REQUIREMENT =
Exclude the pictures, then repeat the remaining data exactly.

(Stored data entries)
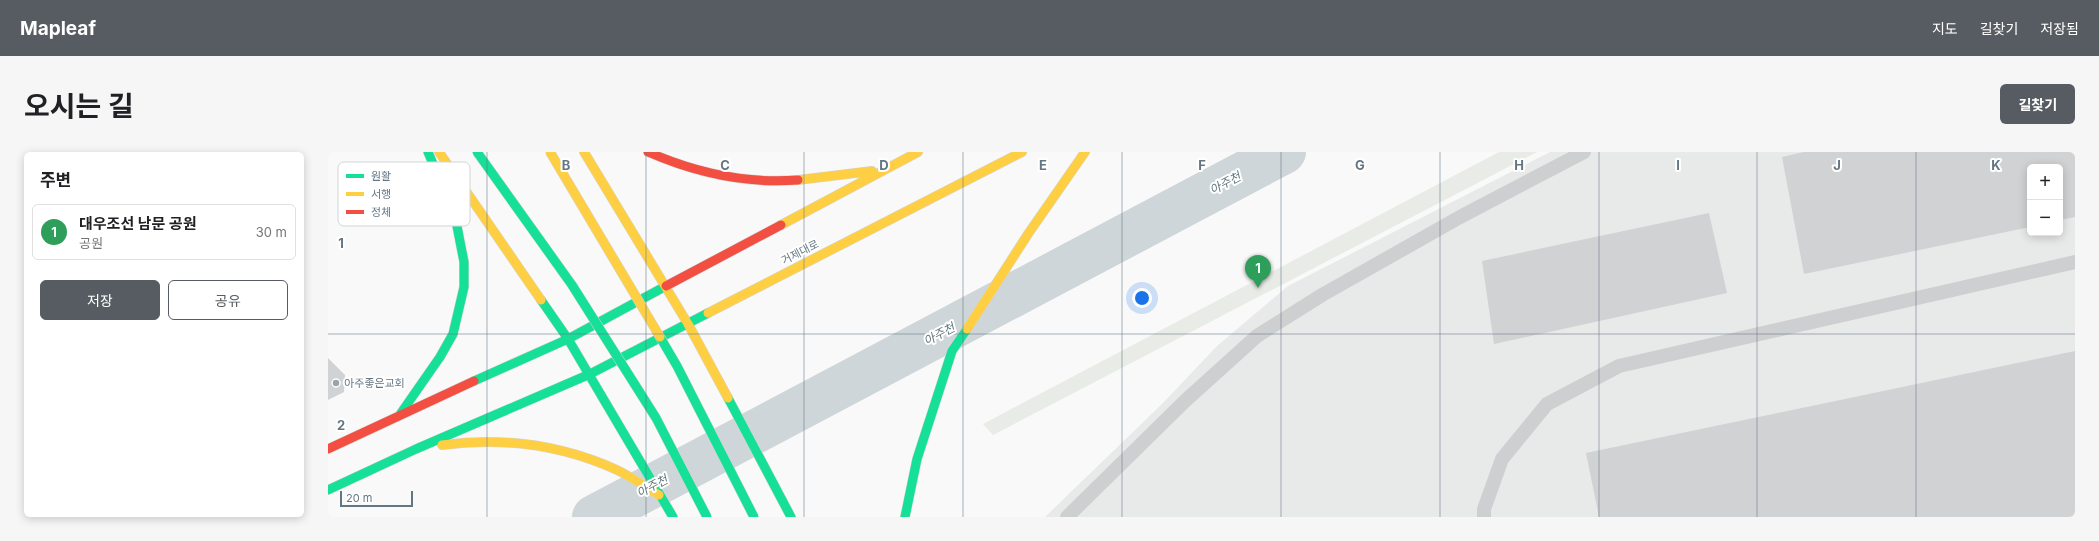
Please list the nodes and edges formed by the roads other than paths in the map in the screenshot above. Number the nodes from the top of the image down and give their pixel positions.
1 (428, 152) edge
2 (439, 152) edge
3 (477, 152) edge
4 (550, 152) edge
5 (584, 152) edge
6 (648, 152) edge
7 (918, 152) edge
8 (1022, 152) edge
9 (1085, 152) edge
10 (1584, 152) edge
11 (432, 162) edge
12 (446, 162) edge
13 (885, 170) junction
14 (470, 197) edge
15 (456, 226) edge
16 (2075, 262) edge
17 (666, 287) junction
18 (688, 324) junction
19 (568, 339) junction
20 (590, 374) junction
21 (400, 414) junction
22 (328, 449) edge
23 (416, 450) junction
24 (328, 490) edge
25 (661, 496) junction
26 (673, 517) edge
27 (707, 517) edge
28 (754, 517) edge
29 (791, 517) edge
30 (905, 517) edge
31 (1067, 517) edge
32 (1484, 517) edge

1 - 11 main road
2 - 12 main road
3 - 27 main road, bridge
4 - 28 main road, bridge
5 - 17 main road
6 - 13 main road
7 - 13 main road
8 - 18 main road, 거제대로
9 - 30 main road
10 - 31 lane
13 - 17 main road
14 - 19 main road
15 - 21 main road
16 - 32 lane
17 - 18 main road
17 - 19 main road
18 - 20 main road, 거제대로
18 - 29 main road
19 - 20 main road
19 - 21 main road
20 - 23 main road, 거제대로
20 - 25 main road
21 - 22 main road
23 - 24 main road
23 - 25 main road
25 - 26 main road

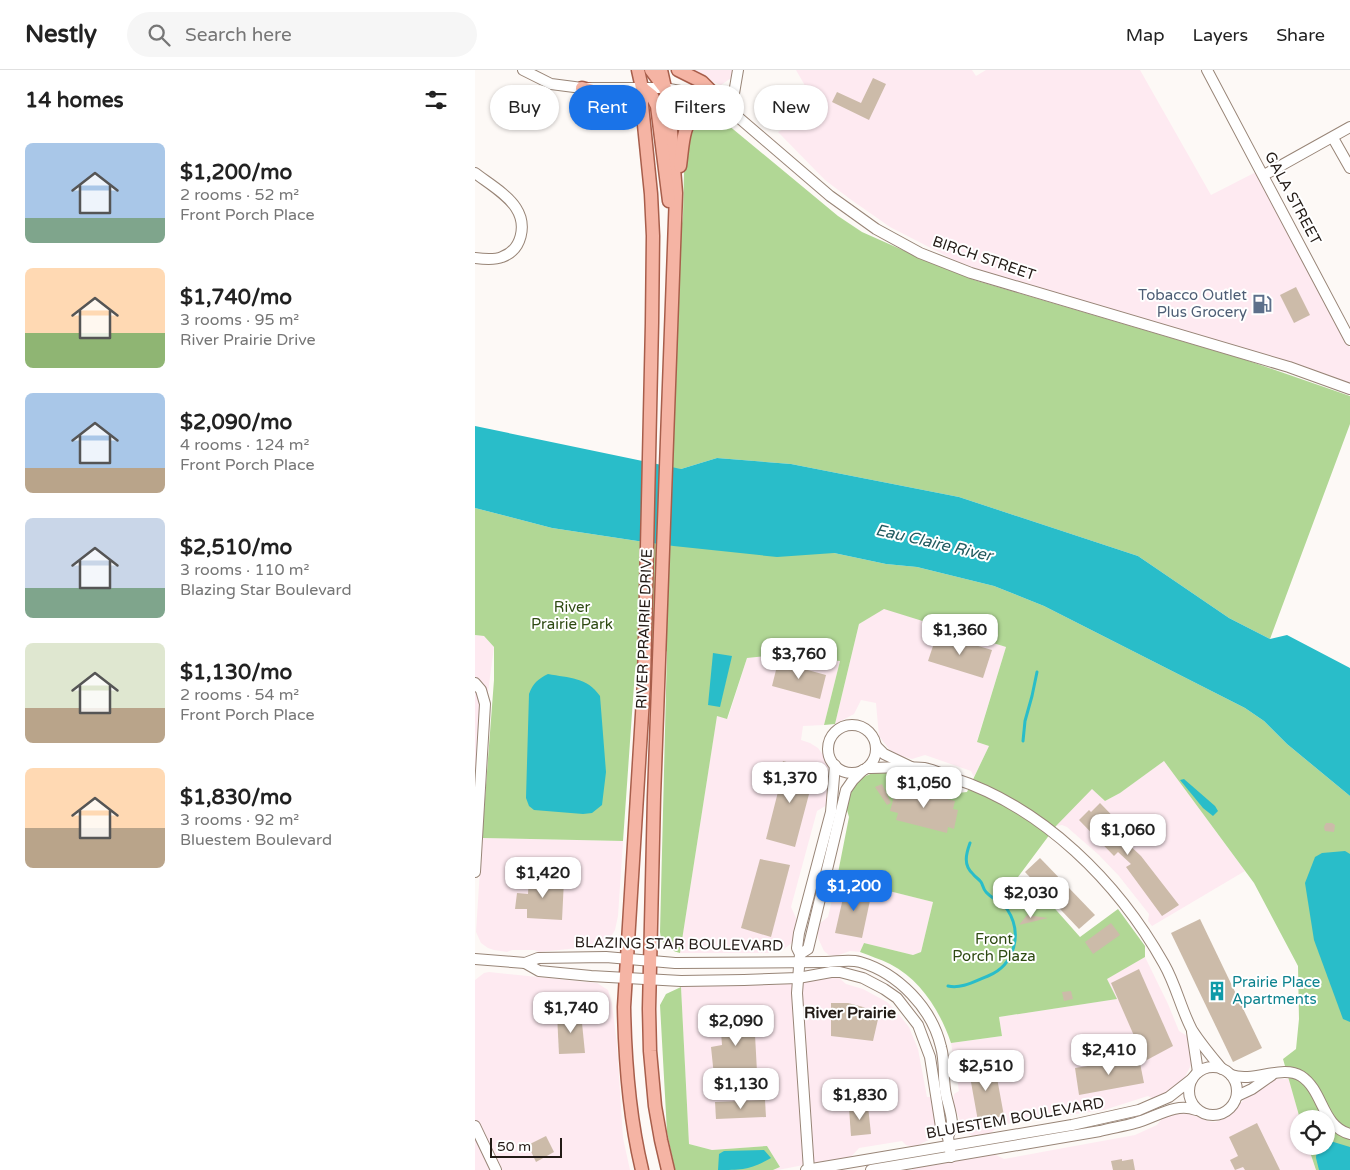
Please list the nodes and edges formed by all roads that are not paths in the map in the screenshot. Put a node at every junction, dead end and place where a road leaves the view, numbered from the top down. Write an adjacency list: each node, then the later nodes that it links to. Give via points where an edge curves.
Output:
1 (523, 70): 13 (street, BIRCH STREET, via 551,84)
2 (638, 70): 8 (main road)
3 (651, 70): 9 (main road)
4 (661, 70): 10 (main road)
5 (679, 70): 11 (main road)
6 (738, 70): 12 (street)
7 (1207, 70): 23 (street, GALA STREET)
8 (641, 85)
9 (663, 85)
10 (664, 85)
11 (705, 85)
12 (735, 85)
13 (569, 86)
14 (646, 91): 25 (main road, via 657,106)
15 (744, 122): 28 (street, BIRCH STREET, via 853,214 900,243 942,263)
16 (1350, 127): 20 (street)
17 (644, 130): 35 (main road, RIVER PRAIRIE DRIVE, via 653,236 652,323 644,682)
18 (671, 130): 24 (main road, RIVER PRAIRIE DRIVE)
19 (685, 130): 24 (main road)
20 (1333, 138): 21 (street); 23 (street)
21 (1350, 168)
22 (475, 173): 26 (street, via 513,205 521,219 522,230 519,242 501,258)
23 (1264, 175): 27 (street, GALA STREET)
24 (676, 194): 25 (main road, RIVER PRAIRIE DRIVE)
25 (674, 235): 38 (main road, RIVER PRAIRIE DRIVE)
26 (475, 258)
27 (1350, 340)
28 (1350, 389)
29 (475, 683): 34 (street, via 485,704)
30 (876, 746): 31 (street, via 871,735 860,727 840,729 829,744 830,757); 32 (street, via 883,754); 33 (street, via 875,758)
31 (835, 765): 33 (street, via 848,772); 36 (street, via 831,812 799,933 797,948)
32 (914, 768): 33 (street); 43 (street, via 925,768 987,791 1043,825 1077,854 1116,894 1151,943 1172,979)
33 (865, 769): 36 (street, via 846,790 808,949)
34 (475, 872)
35 (627, 958): 38 (street, BLAZING STAR BOULEVARD); 39 (street, BLAZING STAR BOULEVARD, via 538,958); 40 (main road, RIVER PRAIRIE DRIVE)
36 (800, 958): 38 (street, BLAZING STAR BOULEVARD); 41 (street); 52 (street, BLAZING STAR BOULEVARD, via 859,962 889,976 913,995 937,1032 941,1045 952,1126)
37 (475, 959): 39 (street, BLAZING STAR BOULEVARD)
38 (651, 960): 42 (main road, RIVER PRAIRIE DRIVE)
39 (525, 963): 40 (street, BLAZING STAR BOULEVARD, via 539,971)
40 (625, 978): 42 (street, BLAZING STAR BOULEVARD); 55 (main road, RIVER PRAIRIE DRIVE, via 627,1083 632,1127)
41 (797, 978): 42 (street, BLAZING STAR BOULEVARD); 52 (street, BLAZING STAR BOULEVARD, via 831,972 852,975 897,998 918,1025 928,1047 941,1127); 57 (street)
42 (650, 979): 56 (main road, RIVER PRAIRIE DRIVE, via 649,1051)
43 (1192, 1029): 44 (street); 46 (street)
44 (1222, 1069): 46 (street, via 1205,1068); 47 (street)
45 (1275, 1074): 47 (street, via 1248,1078); 48 (street); 51 (street, via 1294,1073 1307,1081 1333,1125)
46 (1195, 1075): 49 (street, via 1189,1095); 52 (street, BLUESTEM BOULEVARD, via 1169,1097 1139,1110 1072,1125)
47 (1231, 1075): 48 (street)
48 (1237, 1096): 49 (street, BLUESTEM BOULEVARD, via 1230,1109 1217,1116)
49 (1196, 1110): 53 (street, BLUESTEM BOULEVARD, via 1171,1109 1135,1123)
50 (475, 1126): 54 (street)
51 (1350, 1134)
52 (948, 1141): 53 (street, BLAZING STAR BOULEVARD); 57 (street, BLUESTEM BOULEVARD)
53 (951, 1157): 58 (street, BLUESTEM BOULEVARD)
54 (495, 1170)
55 (642, 1170)
56 (668, 1170)
57 (808, 1170)
58 (871, 1170)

RESPONSE FOR THIS EXERCISE =
Please list the nodes and edges formed by the roads other than paths in the map in the screenshot above. Number the nodes from the top of the image down and give their pixel positions.
1 (428, 152) edge
2 (439, 152) edge
3 (477, 152) edge
4 (550, 152) edge
5 (584, 152) edge
6 (648, 152) edge
7 (918, 152) edge
8 (1022, 152) edge
9 (1085, 152) edge
10 (1584, 152) edge
11 (432, 162) edge
12 (446, 162) edge
13 (885, 170) junction
14 (470, 197) edge
15 (456, 226) edge
16 (2075, 262) edge
17 (666, 287) junction
18 (688, 324) junction
19 (568, 339) junction
20 (590, 374) junction
21 (400, 414) junction
22 (328, 449) edge
23 (416, 450) junction
24 (328, 490) edge
25 (661, 496) junction
26 (673, 517) edge
27 (707, 517) edge
28 (754, 517) edge
29 (791, 517) edge
30 (905, 517) edge
31 (1067, 517) edge
32 (1484, 517) edge

1 - 11 main road
2 - 12 main road
3 - 27 main road, bridge
4 - 28 main road, bridge
5 - 17 main road
6 - 13 main road
7 - 13 main road
8 - 18 main road, 거제대로
9 - 30 main road
10 - 31 lane
13 - 17 main road
14 - 19 main road
15 - 21 main road
16 - 32 lane
17 - 18 main road
17 - 19 main road
18 - 20 main road, 거제대로
18 - 29 main road
19 - 20 main road
19 - 21 main road
20 - 23 main road, 거제대로
20 - 25 main road
21 - 22 main road
23 - 24 main road
23 - 25 main road
25 - 26 main road

Please list the nodes and edges formed by all roads that are not paths in the map in the screenshot. Put a node at every junction, dead end and place where a road leaves the view, numbered from the top down. Write an adjacency list: each node, then the later nodes that it links to. Give via points where an edge curves.
Output:
1 (523, 70): 13 (street, BIRCH STREET, via 551,84)
2 (638, 70): 8 (main road)
3 (651, 70): 9 (main road)
4 (661, 70): 10 (main road)
5 (679, 70): 11 (main road)
6 (738, 70): 12 (street)
7 (1207, 70): 23 (street, GALA STREET)
8 (641, 85)
9 (663, 85)
10 (664, 85)
11 (705, 85)
12 (735, 85)
13 (569, 86)
14 (646, 91): 25 (main road, via 657,106)
15 (744, 122): 28 (street, BIRCH STREET, via 853,214 900,243 942,263)
16 (1350, 127): 20 (street)
17 (644, 130): 35 (main road, RIVER PRAIRIE DRIVE, via 653,236 652,323 644,682)
18 (671, 130): 24 (main road, RIVER PRAIRIE DRIVE)
19 (685, 130): 24 (main road)
20 (1333, 138): 21 (street); 23 (street)
21 (1350, 168)
22 (475, 173): 26 (street, via 513,205 521,219 522,230 519,242 501,258)
23 (1264, 175): 27 (street, GALA STREET)
24 (676, 194): 25 (main road, RIVER PRAIRIE DRIVE)
25 (674, 235): 38 (main road, RIVER PRAIRIE DRIVE)
26 (475, 258)
27 (1350, 340)
28 (1350, 389)
29 (475, 683): 34 (street, via 485,704)
30 (876, 746): 31 (street, via 871,735 860,727 840,729 829,744 830,757); 32 (street, via 883,754); 33 (street, via 875,758)
31 (835, 765): 33 (street, via 848,772); 36 (street, via 831,812 799,933 797,948)
32 (914, 768): 33 (street); 43 (street, via 925,768 987,791 1043,825 1077,854 1116,894 1151,943 1172,979)
33 (865, 769): 36 (street, via 846,790 808,949)
34 (475, 872)
35 (627, 958): 38 (street, BLAZING STAR BOULEVARD); 39 (street, BLAZING STAR BOULEVARD, via 538,958); 40 (main road, RIVER PRAIRIE DRIVE)
36 (800, 958): 38 (street, BLAZING STAR BOULEVARD); 41 (street); 52 (street, BLAZING STAR BOULEVARD, via 859,962 889,976 913,995 937,1032 941,1045 952,1126)
37 (475, 959): 39 (street, BLAZING STAR BOULEVARD)
38 (651, 960): 42 (main road, RIVER PRAIRIE DRIVE)
39 (525, 963): 40 (street, BLAZING STAR BOULEVARD, via 539,971)
40 (625, 978): 42 (street, BLAZING STAR BOULEVARD); 55 (main road, RIVER PRAIRIE DRIVE, via 627,1083 632,1127)
41 (797, 978): 42 (street, BLAZING STAR BOULEVARD); 52 (street, BLAZING STAR BOULEVARD, via 831,972 852,975 897,998 918,1025 928,1047 941,1127); 57 (street)
42 (650, 979): 56 (main road, RIVER PRAIRIE DRIVE, via 649,1051)
43 (1192, 1029): 44 (street); 46 (street)
44 (1222, 1069): 46 (street, via 1205,1068); 47 (street)
45 (1275, 1074): 47 (street, via 1248,1078); 48 (street); 51 (street, via 1294,1073 1307,1081 1333,1125)
46 (1195, 1075): 49 (street, via 1189,1095); 52 (street, BLUESTEM BOULEVARD, via 1169,1097 1139,1110 1072,1125)
47 (1231, 1075): 48 (street)
48 (1237, 1096): 49 (street, BLUESTEM BOULEVARD, via 1230,1109 1217,1116)
49 (1196, 1110): 53 (street, BLUESTEM BOULEVARD, via 1171,1109 1135,1123)
50 (475, 1126): 54 (street)
51 (1350, 1134)
52 (948, 1141): 53 (street, BLAZING STAR BOULEVARD); 57 (street, BLUESTEM BOULEVARD)
53 (951, 1157): 58 (street, BLUESTEM BOULEVARD)
54 (495, 1170)
55 (642, 1170)
56 (668, 1170)
57 (808, 1170)
58 (871, 1170)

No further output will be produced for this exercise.